- WHAT YOU SHOULD DO -
In the records, find every line with the word "dead" and copy it out.

Collected data entries
--- START ---
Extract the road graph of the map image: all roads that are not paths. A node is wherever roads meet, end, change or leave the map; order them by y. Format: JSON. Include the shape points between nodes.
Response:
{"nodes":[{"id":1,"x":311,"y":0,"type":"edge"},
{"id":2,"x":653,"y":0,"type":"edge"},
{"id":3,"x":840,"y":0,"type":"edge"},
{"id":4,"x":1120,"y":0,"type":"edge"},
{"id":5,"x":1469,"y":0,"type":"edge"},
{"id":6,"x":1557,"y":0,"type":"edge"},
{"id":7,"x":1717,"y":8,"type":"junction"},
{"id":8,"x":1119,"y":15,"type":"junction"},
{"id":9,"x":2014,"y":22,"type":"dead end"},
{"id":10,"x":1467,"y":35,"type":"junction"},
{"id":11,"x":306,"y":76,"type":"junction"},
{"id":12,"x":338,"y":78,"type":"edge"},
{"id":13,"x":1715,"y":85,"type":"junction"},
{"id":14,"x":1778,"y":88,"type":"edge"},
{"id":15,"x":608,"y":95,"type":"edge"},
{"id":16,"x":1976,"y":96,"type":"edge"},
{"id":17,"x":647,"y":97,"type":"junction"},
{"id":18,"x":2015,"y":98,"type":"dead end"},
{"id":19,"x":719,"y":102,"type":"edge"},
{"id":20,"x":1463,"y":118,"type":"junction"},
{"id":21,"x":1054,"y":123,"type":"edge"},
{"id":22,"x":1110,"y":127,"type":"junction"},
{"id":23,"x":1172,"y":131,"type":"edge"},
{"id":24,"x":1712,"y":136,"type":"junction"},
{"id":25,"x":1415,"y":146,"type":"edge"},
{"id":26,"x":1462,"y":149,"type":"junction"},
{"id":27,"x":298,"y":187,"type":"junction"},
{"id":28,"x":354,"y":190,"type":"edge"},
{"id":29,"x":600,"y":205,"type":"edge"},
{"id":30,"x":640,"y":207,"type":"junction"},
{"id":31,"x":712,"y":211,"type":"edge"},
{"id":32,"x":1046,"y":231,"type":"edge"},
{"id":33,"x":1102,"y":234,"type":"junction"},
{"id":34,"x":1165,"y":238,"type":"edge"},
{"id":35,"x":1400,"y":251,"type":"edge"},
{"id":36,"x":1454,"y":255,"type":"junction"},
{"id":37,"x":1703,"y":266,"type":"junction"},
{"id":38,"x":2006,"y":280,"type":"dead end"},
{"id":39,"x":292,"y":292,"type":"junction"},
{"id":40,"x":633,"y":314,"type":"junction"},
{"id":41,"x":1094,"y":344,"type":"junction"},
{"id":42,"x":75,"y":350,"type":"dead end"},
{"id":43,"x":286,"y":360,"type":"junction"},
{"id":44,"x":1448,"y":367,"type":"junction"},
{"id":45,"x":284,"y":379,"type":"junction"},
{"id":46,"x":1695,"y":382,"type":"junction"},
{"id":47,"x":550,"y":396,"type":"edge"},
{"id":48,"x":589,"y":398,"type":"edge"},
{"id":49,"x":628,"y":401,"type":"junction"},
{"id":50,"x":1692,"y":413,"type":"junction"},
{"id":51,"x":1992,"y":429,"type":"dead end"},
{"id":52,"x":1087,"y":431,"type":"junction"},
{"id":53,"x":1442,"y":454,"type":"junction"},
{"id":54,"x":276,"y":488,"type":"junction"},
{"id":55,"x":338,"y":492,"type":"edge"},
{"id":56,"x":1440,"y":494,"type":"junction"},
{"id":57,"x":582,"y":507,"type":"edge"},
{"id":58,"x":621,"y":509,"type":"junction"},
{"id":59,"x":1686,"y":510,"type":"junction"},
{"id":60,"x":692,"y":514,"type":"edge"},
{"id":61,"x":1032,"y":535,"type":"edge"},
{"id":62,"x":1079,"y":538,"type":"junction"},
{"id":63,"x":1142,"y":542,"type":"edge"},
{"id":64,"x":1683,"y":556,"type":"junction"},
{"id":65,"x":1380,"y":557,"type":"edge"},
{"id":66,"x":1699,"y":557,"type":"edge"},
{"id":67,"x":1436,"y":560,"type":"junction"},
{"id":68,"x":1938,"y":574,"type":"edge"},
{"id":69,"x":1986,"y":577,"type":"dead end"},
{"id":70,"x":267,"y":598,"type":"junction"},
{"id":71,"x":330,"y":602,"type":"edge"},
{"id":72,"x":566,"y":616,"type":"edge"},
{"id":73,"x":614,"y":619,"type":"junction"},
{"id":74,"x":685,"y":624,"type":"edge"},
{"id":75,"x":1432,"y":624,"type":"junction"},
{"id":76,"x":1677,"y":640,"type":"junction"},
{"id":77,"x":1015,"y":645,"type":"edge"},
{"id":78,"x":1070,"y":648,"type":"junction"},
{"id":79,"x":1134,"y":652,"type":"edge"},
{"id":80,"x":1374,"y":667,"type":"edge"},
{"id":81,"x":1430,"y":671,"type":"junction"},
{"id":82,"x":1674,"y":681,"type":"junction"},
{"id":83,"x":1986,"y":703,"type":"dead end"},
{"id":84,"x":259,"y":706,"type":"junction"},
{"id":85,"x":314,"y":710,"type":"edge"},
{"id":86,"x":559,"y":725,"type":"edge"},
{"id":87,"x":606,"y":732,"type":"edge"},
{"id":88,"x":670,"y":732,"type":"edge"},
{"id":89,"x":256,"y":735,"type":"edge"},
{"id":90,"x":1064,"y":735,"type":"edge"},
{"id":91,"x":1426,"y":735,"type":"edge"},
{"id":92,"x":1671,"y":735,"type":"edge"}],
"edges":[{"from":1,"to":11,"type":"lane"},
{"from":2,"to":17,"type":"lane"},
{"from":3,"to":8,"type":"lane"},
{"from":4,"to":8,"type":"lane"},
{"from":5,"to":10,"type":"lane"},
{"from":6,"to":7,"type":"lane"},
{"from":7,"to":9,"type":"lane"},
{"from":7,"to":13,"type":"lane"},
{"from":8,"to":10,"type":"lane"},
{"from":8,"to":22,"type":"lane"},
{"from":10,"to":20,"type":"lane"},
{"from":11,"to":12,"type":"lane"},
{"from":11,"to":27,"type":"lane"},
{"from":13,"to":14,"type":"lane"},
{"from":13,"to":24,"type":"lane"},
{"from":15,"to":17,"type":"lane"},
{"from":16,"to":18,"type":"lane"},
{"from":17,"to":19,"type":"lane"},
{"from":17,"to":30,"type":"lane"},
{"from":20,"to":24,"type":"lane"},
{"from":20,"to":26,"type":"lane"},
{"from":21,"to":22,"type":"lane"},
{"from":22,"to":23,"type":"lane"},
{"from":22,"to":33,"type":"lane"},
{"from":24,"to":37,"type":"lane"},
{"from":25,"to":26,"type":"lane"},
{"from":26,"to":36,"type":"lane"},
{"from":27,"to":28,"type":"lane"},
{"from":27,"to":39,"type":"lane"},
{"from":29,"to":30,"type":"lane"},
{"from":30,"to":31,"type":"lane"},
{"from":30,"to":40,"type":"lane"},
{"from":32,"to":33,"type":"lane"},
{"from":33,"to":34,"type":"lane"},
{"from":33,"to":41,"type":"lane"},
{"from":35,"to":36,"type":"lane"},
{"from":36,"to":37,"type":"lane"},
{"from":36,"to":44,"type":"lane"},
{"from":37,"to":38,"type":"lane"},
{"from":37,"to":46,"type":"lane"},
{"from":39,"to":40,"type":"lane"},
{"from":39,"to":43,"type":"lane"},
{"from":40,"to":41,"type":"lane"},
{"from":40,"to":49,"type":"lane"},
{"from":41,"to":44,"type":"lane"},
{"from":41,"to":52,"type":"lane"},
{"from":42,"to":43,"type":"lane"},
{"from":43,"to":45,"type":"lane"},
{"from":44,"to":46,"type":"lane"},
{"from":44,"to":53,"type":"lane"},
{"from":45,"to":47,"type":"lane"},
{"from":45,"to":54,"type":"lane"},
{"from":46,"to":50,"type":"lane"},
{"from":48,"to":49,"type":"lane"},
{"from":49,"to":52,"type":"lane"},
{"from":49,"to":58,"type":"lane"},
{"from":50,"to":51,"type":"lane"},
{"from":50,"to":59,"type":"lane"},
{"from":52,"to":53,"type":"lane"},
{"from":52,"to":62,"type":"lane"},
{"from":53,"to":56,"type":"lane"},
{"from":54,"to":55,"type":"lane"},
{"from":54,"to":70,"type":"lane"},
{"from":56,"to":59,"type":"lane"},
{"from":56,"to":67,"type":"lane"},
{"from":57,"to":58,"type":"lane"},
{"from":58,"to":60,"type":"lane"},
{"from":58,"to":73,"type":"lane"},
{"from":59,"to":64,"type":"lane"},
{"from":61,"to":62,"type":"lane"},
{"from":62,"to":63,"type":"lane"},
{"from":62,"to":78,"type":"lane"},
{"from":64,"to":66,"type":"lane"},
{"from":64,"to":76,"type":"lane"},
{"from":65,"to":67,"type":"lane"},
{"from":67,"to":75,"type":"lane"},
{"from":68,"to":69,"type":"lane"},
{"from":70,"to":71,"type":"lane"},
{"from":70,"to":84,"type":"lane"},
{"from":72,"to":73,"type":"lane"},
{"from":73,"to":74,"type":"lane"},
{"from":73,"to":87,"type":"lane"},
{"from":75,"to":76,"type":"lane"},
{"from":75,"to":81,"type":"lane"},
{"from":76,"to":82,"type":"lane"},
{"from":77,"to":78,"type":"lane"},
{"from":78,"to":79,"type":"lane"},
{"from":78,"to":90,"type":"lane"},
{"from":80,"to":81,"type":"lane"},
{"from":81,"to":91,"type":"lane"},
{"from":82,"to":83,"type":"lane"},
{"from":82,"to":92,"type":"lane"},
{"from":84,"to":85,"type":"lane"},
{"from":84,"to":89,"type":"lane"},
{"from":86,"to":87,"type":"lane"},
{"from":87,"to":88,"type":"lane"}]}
--- END ---
- WRITTEN REPLY -
{"id":9,"x":2014,"y":22,"type":"dead end"},
{"id":18,"x":2015,"y":98,"type":"dead end"},
{"id":38,"x":2006,"y":280,"type":"dead end"},
{"id":42,"x":75,"y":350,"type":"dead end"},
{"id":51,"x":1992,"y":429,"type":"dead end"},
{"id":69,"x":1986,"y":577,"type":"dead end"},
{"id":83,"x":1986,"y":703,"type":"dead end"},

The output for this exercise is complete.